Collected data:
=== Section Start ===

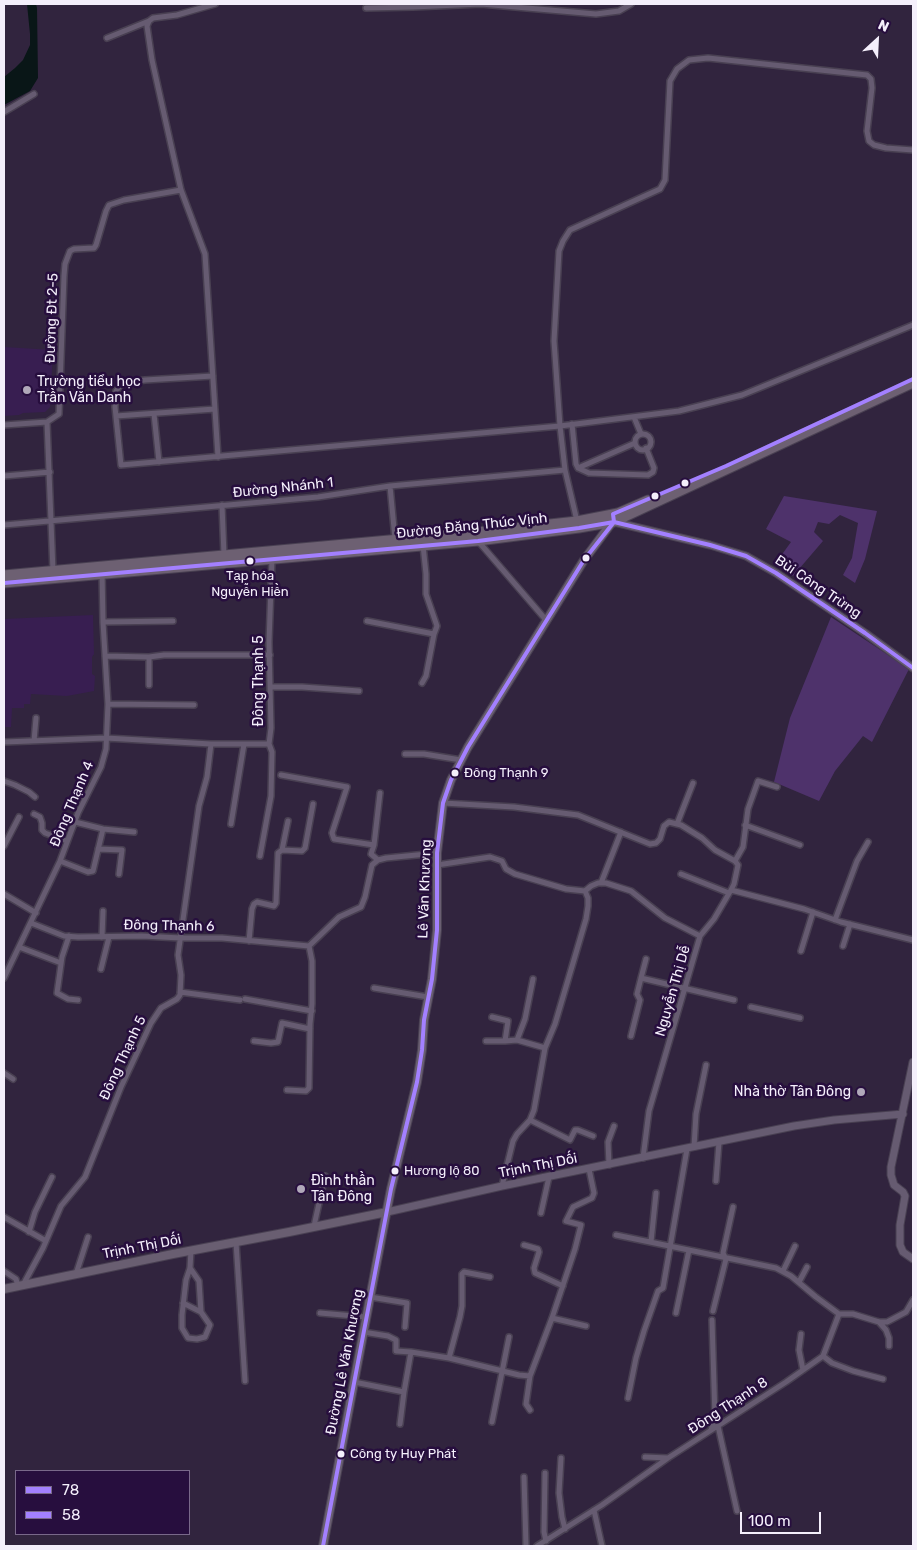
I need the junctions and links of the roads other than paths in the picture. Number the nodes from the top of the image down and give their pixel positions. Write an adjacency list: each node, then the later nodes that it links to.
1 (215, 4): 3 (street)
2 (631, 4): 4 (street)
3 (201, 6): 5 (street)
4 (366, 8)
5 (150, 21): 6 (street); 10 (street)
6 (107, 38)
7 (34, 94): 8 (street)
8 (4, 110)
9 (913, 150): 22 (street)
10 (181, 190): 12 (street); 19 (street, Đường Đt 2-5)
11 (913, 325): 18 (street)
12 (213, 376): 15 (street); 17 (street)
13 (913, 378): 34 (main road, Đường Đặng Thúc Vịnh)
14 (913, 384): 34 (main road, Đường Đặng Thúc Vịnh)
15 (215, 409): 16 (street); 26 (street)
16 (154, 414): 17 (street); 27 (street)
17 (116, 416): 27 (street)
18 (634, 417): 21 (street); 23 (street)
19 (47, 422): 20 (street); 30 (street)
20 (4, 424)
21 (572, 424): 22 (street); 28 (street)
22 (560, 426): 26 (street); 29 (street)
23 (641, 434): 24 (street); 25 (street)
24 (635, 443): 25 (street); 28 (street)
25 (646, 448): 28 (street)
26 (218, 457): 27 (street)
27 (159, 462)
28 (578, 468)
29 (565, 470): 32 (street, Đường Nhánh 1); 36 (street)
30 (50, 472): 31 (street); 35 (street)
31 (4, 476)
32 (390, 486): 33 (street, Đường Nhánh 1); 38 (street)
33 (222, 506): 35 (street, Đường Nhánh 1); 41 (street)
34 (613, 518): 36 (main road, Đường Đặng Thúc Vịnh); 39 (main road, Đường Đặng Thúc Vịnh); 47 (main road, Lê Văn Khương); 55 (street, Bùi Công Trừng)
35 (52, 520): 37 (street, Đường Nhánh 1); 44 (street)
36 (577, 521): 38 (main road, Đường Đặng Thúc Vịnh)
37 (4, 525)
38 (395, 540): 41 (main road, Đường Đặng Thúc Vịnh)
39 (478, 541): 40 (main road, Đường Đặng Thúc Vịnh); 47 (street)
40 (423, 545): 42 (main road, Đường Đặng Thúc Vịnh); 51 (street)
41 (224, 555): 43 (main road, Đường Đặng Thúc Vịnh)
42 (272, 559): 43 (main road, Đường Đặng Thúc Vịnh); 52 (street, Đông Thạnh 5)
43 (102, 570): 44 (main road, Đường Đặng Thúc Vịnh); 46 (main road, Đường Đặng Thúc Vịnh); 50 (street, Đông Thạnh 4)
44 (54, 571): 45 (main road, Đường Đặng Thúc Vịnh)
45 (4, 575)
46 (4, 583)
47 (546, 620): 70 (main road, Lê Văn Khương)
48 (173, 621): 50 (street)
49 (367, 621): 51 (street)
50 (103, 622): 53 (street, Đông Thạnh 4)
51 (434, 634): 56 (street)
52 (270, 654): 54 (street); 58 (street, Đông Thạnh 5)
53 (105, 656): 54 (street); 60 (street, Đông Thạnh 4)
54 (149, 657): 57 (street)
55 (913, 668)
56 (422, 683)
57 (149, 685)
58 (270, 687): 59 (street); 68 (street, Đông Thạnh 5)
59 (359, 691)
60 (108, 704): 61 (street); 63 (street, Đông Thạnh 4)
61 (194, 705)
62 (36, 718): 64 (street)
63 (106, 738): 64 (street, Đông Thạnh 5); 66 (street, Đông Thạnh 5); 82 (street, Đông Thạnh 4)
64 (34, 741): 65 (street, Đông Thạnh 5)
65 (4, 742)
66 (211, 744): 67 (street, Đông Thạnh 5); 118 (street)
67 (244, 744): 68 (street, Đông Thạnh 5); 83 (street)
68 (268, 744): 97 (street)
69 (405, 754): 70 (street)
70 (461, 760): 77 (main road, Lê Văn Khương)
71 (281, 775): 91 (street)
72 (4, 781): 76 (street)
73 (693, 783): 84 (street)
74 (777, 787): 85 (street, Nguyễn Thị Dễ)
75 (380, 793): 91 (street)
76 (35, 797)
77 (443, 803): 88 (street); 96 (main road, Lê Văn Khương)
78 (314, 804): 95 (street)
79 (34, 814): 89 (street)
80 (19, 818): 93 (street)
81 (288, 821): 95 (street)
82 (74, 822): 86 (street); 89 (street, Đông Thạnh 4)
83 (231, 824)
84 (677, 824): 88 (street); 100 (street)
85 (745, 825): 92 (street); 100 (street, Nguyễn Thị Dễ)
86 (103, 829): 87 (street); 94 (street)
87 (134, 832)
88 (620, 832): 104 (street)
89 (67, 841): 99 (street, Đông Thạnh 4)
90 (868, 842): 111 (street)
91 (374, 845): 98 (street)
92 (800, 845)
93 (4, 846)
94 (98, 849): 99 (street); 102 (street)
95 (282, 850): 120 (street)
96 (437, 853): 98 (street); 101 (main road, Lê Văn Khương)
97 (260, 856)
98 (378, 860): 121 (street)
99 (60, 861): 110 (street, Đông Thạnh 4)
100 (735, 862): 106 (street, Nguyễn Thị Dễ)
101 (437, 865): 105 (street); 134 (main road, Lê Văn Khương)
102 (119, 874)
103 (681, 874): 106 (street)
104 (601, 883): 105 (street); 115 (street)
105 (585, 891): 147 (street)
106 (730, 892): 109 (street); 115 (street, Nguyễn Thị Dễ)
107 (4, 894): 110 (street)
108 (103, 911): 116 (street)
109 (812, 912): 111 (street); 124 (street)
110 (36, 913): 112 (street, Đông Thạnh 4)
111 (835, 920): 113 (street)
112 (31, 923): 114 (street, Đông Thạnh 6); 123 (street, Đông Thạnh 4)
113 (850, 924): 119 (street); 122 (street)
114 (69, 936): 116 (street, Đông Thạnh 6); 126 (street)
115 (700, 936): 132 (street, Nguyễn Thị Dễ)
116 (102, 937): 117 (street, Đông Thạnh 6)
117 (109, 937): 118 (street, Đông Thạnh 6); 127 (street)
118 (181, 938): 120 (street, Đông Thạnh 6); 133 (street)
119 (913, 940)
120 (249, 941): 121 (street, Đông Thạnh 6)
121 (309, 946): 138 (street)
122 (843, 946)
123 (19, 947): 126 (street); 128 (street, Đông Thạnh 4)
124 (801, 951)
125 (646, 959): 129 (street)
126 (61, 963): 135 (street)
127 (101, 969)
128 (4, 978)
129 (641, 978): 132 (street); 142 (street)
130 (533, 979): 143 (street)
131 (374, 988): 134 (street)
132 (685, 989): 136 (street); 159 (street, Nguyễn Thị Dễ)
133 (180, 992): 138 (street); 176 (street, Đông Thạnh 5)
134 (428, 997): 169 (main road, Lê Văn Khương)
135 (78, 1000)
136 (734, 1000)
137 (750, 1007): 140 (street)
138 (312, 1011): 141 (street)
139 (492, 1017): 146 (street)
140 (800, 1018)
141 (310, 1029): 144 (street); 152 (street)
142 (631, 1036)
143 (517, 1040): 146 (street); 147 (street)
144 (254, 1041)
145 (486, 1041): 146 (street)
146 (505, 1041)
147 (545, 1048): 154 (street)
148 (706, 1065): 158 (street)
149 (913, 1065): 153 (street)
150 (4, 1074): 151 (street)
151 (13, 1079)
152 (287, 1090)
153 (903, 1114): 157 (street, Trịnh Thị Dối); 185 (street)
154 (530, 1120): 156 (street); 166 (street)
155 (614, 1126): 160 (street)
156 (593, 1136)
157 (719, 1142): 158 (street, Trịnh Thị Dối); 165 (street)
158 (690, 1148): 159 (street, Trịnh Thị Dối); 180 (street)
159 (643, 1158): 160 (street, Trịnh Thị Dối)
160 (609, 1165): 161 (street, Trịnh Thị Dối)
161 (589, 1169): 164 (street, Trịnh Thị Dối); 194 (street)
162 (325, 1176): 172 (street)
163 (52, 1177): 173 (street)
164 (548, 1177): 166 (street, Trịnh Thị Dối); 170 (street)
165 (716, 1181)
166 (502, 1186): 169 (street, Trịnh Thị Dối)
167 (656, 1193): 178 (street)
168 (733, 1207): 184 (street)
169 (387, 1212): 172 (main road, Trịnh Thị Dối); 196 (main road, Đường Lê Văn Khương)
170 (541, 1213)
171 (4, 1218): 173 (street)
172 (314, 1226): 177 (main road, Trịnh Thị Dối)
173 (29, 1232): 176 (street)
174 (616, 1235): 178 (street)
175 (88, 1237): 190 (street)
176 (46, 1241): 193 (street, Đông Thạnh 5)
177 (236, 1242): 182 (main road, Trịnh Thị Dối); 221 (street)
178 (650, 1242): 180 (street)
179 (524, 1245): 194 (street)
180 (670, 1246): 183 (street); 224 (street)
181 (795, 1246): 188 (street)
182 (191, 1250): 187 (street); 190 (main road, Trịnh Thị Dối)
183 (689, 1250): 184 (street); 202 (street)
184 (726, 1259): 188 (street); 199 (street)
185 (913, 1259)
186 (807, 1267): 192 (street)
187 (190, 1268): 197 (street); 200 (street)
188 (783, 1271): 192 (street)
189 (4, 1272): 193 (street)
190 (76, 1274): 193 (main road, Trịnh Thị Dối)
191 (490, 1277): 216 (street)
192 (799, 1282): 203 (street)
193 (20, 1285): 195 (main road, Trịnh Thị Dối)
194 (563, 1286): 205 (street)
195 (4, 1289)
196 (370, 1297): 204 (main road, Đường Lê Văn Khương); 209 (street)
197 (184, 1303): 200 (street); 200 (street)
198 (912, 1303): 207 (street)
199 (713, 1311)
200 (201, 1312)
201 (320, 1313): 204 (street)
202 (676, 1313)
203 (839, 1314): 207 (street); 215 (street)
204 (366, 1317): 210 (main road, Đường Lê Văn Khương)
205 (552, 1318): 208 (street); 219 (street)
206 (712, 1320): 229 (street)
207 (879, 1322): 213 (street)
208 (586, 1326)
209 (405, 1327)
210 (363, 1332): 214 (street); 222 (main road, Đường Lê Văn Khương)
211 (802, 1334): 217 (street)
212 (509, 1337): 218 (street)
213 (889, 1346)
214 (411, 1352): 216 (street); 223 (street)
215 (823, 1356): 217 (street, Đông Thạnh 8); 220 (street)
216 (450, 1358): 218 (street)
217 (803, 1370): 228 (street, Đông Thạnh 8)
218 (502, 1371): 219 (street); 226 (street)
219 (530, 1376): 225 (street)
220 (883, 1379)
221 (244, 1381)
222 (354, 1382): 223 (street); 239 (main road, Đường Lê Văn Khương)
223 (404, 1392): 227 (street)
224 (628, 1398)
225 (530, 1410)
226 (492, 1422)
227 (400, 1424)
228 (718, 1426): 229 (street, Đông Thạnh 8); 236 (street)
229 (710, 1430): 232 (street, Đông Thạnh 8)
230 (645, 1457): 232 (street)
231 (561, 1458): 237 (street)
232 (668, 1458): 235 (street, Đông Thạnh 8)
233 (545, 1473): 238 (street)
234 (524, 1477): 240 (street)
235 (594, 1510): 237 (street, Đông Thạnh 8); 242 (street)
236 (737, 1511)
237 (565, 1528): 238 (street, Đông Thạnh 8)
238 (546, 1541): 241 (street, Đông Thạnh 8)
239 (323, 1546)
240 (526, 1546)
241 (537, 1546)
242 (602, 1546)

=== Section End ===

• WORK INSTRUCTIONS:
A line belongs in the answer if it contains the word "Nguyễn"; copy every such line from the data above.

• ANSWER FOR THIS EXERCISE:
74 (777, 787): 85 (street, Nguyễn Thị Dễ)
85 (745, 825): 92 (street); 100 (street, Nguyễn Thị Dễ)
100 (735, 862): 106 (street, Nguyễn Thị Dễ)
106 (730, 892): 109 (street); 115 (street, Nguyễn Thị Dễ)
115 (700, 936): 132 (street, Nguyễn Thị Dễ)
132 (685, 989): 136 (street); 159 (street, Nguyễn Thị Dễ)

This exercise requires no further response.